*** Opening Data for the task ***

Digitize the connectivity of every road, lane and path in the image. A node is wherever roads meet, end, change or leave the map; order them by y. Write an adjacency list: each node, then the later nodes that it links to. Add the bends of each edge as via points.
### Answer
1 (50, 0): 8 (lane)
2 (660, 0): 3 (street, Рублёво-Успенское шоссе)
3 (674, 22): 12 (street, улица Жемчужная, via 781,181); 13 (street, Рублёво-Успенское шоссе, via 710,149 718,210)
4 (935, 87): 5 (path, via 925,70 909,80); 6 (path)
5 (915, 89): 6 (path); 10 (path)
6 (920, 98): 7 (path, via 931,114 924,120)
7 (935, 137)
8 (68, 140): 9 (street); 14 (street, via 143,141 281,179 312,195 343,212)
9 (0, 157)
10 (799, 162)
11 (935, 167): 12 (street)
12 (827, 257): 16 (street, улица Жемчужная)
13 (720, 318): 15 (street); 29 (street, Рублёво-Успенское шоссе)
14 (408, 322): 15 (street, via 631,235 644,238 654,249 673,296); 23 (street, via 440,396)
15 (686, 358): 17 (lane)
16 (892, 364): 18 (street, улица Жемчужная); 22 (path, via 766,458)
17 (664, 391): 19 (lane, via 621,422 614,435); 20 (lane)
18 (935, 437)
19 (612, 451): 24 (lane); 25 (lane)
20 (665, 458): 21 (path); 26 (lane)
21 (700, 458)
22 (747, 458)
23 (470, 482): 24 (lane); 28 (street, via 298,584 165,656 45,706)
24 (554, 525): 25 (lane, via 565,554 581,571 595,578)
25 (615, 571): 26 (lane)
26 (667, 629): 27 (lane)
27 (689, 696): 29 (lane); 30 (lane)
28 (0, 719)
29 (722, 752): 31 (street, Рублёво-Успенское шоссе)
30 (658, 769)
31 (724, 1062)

*** Closing Data for the task ***

### Problem to work on
Set all of the data down again exactly.

### Task result
Digitize the connectivity of every road, lane and path in the image. A node is wherever roads meet, end, change or leave the map; order them by y. Write an adjacency list: each node, then the later nodes that it links to. Add the bends of each edge as via points.
### Answer
1 (50, 0): 8 (lane)
2 (660, 0): 3 (street, Рублёво-Успенское шоссе)
3 (674, 22): 12 (street, улица Жемчужная, via 781,181); 13 (street, Рублёво-Успенское шоссе, via 710,149 718,210)
4 (935, 87): 5 (path, via 925,70 909,80); 6 (path)
5 (915, 89): 6 (path); 10 (path)
6 (920, 98): 7 (path, via 931,114 924,120)
7 (935, 137)
8 (68, 140): 9 (street); 14 (street, via 143,141 281,179 312,195 343,212)
9 (0, 157)
10 (799, 162)
11 (935, 167): 12 (street)
12 (827, 257): 16 (street, улица Жемчужная)
13 (720, 318): 15 (street); 29 (street, Рублёво-Успенское шоссе)
14 (408, 322): 15 (street, via 631,235 644,238 654,249 673,296); 23 (street, via 440,396)
15 (686, 358): 17 (lane)
16 (892, 364): 18 (street, улица Жемчужная); 22 (path, via 766,458)
17 (664, 391): 19 (lane, via 621,422 614,435); 20 (lane)
18 (935, 437)
19 (612, 451): 24 (lane); 25 (lane)
20 (665, 458): 21 (path); 26 (lane)
21 (700, 458)
22 (747, 458)
23 (470, 482): 24 (lane); 28 (street, via 298,584 165,656 45,706)
24 (554, 525): 25 (lane, via 565,554 581,571 595,578)
25 (615, 571): 26 (lane)
26 (667, 629): 27 (lane)
27 (689, 696): 29 (lane); 30 (lane)
28 (0, 719)
29 (722, 752): 31 (street, Рублёво-Успенское шоссе)
30 (658, 769)
31 (724, 1062)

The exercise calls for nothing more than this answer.